#### [Dataset entries]
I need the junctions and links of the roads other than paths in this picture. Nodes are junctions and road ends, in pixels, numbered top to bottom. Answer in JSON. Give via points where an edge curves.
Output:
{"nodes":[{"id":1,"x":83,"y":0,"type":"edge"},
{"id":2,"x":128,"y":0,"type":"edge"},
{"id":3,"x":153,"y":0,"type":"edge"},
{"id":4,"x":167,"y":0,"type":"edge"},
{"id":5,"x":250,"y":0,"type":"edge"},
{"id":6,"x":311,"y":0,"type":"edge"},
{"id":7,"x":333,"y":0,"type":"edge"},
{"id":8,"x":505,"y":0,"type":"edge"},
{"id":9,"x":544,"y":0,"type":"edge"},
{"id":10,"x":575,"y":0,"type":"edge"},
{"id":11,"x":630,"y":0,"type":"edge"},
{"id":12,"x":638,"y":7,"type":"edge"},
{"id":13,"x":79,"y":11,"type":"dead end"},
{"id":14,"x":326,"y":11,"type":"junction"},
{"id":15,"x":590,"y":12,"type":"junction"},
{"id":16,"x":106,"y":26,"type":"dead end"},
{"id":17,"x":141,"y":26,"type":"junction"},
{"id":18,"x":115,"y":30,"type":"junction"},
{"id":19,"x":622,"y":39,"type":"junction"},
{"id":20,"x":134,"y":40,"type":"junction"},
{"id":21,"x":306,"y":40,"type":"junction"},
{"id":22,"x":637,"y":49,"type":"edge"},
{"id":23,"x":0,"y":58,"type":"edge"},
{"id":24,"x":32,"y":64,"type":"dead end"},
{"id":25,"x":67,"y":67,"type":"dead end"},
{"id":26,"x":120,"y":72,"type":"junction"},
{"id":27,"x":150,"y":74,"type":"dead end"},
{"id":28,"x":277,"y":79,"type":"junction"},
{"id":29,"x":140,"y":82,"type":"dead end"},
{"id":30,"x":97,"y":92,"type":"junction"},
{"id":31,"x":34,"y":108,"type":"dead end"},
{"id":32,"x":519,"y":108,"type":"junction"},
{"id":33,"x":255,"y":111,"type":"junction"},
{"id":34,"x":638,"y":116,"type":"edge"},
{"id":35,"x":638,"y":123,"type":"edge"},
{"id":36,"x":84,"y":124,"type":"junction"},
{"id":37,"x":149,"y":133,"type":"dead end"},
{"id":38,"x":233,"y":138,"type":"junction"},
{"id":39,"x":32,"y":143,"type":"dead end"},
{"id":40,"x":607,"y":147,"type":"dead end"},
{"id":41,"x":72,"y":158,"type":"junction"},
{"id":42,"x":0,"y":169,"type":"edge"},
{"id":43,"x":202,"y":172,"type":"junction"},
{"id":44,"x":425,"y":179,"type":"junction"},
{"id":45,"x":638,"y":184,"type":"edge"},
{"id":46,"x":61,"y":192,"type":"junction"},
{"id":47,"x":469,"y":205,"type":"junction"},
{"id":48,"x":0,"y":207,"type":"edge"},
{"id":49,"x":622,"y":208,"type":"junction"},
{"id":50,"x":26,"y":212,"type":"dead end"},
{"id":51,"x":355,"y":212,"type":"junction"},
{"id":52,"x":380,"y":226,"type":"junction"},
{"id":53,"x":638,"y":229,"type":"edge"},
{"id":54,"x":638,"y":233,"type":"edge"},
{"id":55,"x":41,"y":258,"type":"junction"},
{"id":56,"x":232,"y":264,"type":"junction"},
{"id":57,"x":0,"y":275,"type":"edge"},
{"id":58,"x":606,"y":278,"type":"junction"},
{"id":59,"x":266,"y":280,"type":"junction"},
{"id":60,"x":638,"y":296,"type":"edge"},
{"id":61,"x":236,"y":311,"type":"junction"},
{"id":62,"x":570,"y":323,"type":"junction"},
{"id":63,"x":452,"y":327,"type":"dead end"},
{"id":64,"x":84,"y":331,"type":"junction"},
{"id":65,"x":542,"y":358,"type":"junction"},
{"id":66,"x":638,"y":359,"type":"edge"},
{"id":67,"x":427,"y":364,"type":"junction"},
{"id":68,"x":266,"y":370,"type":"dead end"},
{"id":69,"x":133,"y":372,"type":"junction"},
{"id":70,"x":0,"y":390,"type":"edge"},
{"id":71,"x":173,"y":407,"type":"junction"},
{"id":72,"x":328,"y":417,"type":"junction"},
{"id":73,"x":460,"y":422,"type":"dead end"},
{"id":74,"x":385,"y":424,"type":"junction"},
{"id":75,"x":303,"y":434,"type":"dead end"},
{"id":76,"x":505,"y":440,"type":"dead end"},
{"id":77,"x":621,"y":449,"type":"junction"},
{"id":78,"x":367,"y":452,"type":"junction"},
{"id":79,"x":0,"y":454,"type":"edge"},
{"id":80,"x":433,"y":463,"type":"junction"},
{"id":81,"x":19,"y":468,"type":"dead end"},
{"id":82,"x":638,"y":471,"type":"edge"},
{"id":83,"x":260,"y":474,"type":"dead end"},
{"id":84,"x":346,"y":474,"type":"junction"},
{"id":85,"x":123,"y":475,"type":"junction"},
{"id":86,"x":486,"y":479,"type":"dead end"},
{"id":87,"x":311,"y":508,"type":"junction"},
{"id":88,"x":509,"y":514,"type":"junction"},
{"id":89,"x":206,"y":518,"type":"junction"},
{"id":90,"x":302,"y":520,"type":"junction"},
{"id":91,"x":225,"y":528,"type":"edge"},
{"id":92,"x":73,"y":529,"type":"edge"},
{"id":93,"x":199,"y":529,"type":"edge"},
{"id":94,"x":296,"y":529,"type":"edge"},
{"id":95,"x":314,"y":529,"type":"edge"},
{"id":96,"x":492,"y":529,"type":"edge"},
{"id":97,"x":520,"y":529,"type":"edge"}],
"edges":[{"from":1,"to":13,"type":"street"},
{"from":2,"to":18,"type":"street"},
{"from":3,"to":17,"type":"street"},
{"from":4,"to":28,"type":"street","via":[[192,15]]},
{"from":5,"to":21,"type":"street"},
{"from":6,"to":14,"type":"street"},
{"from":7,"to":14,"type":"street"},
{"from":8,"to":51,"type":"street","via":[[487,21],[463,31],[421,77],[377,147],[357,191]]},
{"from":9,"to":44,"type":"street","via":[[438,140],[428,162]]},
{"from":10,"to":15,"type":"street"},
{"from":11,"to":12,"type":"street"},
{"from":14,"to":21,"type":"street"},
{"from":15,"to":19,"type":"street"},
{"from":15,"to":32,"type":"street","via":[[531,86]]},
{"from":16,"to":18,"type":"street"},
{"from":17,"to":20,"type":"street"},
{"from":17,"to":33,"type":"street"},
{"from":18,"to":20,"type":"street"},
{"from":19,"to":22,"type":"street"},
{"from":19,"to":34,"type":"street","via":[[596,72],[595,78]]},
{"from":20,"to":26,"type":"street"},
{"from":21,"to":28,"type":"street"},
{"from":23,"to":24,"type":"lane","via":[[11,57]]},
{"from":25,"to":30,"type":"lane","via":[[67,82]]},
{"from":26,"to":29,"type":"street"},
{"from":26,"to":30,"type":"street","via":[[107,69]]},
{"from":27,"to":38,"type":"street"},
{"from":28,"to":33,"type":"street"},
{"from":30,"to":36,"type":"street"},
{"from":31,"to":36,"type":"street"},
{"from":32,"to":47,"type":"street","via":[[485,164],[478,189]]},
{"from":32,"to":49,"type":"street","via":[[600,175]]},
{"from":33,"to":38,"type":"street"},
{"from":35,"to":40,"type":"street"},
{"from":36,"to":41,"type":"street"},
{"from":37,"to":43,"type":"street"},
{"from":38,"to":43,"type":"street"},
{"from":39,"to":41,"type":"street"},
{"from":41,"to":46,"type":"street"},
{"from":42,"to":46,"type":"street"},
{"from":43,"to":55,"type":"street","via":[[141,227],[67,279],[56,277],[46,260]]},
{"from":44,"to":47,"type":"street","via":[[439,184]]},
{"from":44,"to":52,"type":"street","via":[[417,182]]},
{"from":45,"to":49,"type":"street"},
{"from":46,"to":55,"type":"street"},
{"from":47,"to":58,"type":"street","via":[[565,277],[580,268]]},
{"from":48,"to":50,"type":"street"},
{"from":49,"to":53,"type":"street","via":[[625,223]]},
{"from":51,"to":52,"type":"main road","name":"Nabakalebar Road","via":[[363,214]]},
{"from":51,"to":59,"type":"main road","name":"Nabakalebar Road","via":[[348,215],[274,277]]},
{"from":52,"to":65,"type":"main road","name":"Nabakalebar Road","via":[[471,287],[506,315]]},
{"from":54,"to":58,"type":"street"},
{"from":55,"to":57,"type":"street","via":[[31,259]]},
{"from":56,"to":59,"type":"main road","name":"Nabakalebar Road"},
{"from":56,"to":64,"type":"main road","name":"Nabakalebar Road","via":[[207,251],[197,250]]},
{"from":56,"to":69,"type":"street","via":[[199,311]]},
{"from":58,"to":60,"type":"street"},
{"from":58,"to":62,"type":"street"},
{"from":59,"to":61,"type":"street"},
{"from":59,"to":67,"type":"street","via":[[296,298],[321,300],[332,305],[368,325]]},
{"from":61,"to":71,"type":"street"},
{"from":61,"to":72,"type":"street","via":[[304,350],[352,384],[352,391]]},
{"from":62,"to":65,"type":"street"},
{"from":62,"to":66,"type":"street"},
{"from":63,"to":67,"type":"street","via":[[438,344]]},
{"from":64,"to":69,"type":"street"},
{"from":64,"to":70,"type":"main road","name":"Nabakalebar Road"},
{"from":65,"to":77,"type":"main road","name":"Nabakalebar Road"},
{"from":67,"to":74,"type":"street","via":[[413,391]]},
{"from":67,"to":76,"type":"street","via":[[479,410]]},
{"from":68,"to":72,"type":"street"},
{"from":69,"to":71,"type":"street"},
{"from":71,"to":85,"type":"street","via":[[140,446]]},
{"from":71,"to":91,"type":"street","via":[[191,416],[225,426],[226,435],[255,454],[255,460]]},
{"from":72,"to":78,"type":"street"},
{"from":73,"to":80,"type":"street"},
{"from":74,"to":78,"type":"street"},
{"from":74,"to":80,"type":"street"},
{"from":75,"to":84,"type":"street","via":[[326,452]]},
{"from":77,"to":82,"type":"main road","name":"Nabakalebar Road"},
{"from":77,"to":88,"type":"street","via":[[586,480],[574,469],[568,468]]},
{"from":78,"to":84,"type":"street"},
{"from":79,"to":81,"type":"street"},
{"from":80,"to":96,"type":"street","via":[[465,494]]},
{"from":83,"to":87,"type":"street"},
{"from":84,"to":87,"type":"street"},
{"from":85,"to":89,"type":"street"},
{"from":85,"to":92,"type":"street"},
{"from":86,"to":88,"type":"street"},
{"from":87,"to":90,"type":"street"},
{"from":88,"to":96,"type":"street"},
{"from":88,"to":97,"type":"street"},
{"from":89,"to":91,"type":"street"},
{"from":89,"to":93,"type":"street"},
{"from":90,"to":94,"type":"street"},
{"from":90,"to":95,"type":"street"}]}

#### [Description of the task]
If a line of the data contains the word "main", count it; say how many such lines there are and nothing else.

#### [Task output]
8